Let $T: \mathbb R^n \rightarrow \mathbb R^n$ be a nilpotent operator, $h \in \mathbb N$ s.t. $KerT^h=ImT^h$.

How do I show that all of the chains in T's chain basis have the same length?

Thanks in advance!

Answer 1

We can prove the claim as follows. Note that the span of any chain is an invariant subspace (in particular, a generalized eigenspace) of $T$. Suppose that $U_1, \dots, U_k$ are the subspaces spanned by each of the different chains.
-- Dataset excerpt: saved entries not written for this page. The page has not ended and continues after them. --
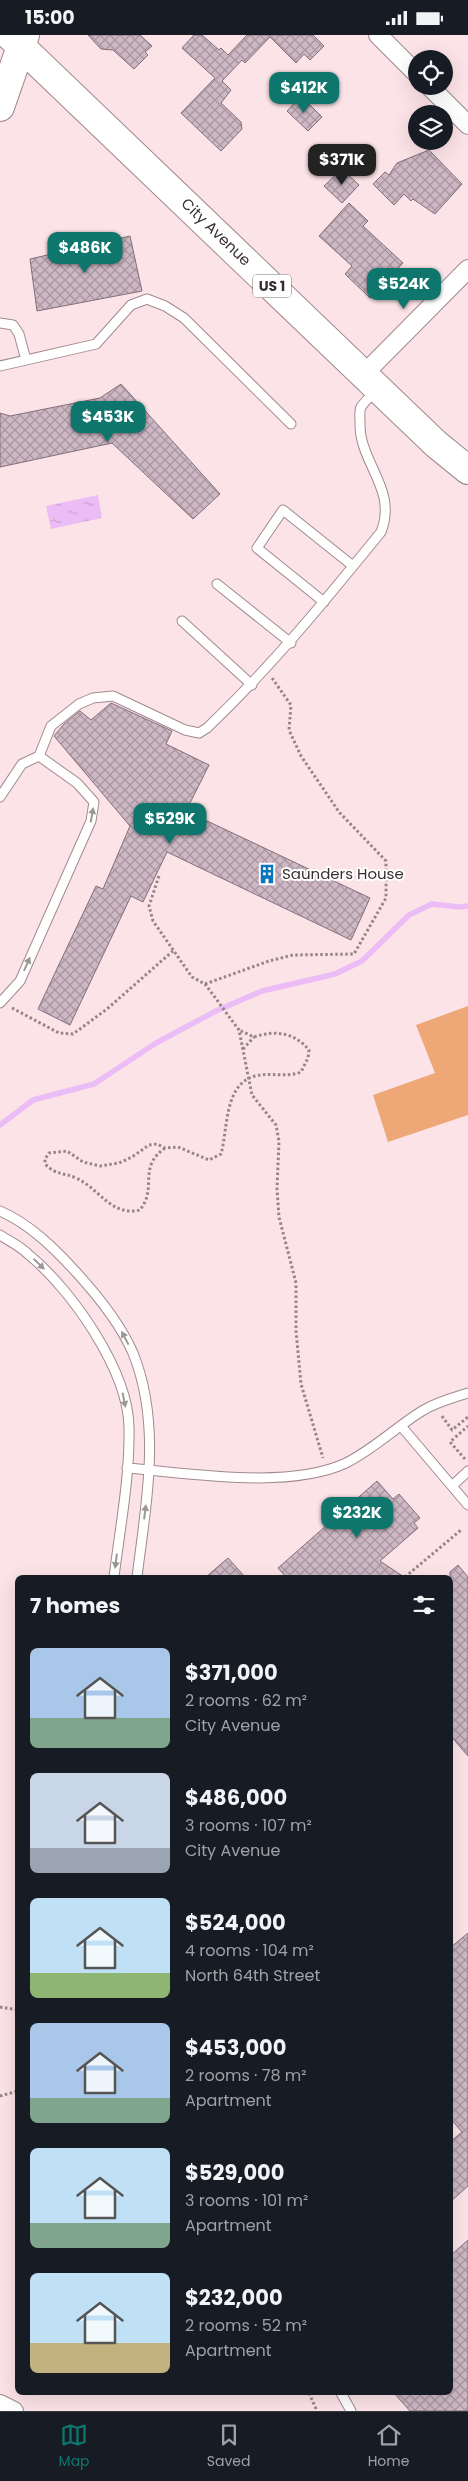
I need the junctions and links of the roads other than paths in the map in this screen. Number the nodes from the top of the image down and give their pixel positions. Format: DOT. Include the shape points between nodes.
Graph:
graph roads {
  1 [pos="378,35"];
  2 [pos="18,39"];
  3 [pos="408,65"];
  4 [pos="438,95"];
  5 [pos="0,107"];
  6 [pos="468,125"];
  7 [pos="468,269"];
  8 [pos="0,323"];
  9 [pos="26,360"];
  10 [pos="0,366"];
  11 [pos="371,381"];
  12 [pos="291,424"];
  13 [pos="468,469"];
  14 [pos="353,566"];
  15 [pos="217,584"];
  16 [pos="324,602"];
  17 [pos="182,621"];
  18 [pos="291,643"];
  19 [pos="252,685"];
  20 [pos="40,756"];
  21 [pos="0,797"];
  22 [pos="1,1003"];
  23 [pos="0,1211"];
  24 [pos="0,1235"];
  25 [pos="468,1393"];
  26 [pos="401,1426"];
  27 [pos="127,1468"];
  28 [pos="150,1470"];
  29 [pos="468,1471"];
  30 [pos="452,1485"];
  31 [pos="468,1505"];
  32 [pos="114,1575"];
  33 [pos="137,1575"];
  34 [pos="342,2395"];
  35 [pos="0,2404"];
  36 [pos="14,2411"];
  37 [pos="351,2411"];
  1 -- 3 [label="street"];
  2 -- 5 [label="highway"];
  2 -- 11 [label="highway, City Avenue / US 1"];
  4 -- 6 [label="street"];
  7 -- 11 [label="street"];
  8 -- 9 [label="lane" via="13,325"];
  9 -- 10 [label="lane"];
  9 -- 12 [label="lane" via="96,344 131,305 147,299 184,318"];
  11 -- 13 [label="highway, City Avenue / US 1" via="442,449"];
  11 -- 14 [label="lane" via="360,408 360,432 384,496 385,521 381,532"];
  14 -- 16 [label="lane"];
  14 -- 16 [label="lane" via="283,510 257,548"];
  15 -- 18 [label="lane"];
  16 -- 18 [label="lane"];
  17 -- 19 [label="lane"];
  18 -- 19 [label="lane"];
  19 -- 20 [label="lane" via="199,733 185,730 113,696 93,698 79,704 51,726"];
  20 -- 21 [label="lane" via="22,764"];
  22 -- 20 [label="lane, one-way" via="20,981 91,821 94,802 77,783"];
  28 -- 23 [label="lane, one-way" via="149,1422 142,1383 133,1353 117,1323 64,1258 40,1236"];
  24 -- 27 [label="lane, one-way" via="28,1253 52,1276 99,1340 114,1367 129,1425"];
  25 -- 26 [label="lane" via="423,1410"];
  26 -- 28 [label="lane" via="362,1454 327,1471 305,1475 228,1477"];
  26 -- 30 [label="lane"];
  27 -- 28 [label="lane"];
  27 -- 32 [label="lane, one-way"];
  33 -- 28 [label="lane, one-way"];
  29 -- 30 [label="lane"];
  30 -- 31 [label="lane"];
  34 -- 37 [label="lane"];
  35 -- 36 [label="street"];
}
Let $T|_U$ denote the restriction of $T$ to $U$. Note that if $\operatorname{Im}(T^h) = \ker(T^h)$, then we must have $\operatorname{Im}(T^h) \cap U_j = \ker(T^h) \cap U_j$ for each $j$, which is to say that $$ \operatorname{Im}(T|_{U_j}^h) = \ker(T|_{U_j}^h) \quad j = 1,\dots,k $$ However, because each $U_j$ is the span of a chain, we have $\dim \ker T|_{U_j}^h = h$. By the rank-nullity theorem, we have $$ \dim(U_j) - h = h \implies \dim(U_j) = 2h $$ Thus, each $U_j$ has dimension $2h$. That is, the length of each chain must be $2h$. So, each chain has the same length, as desired.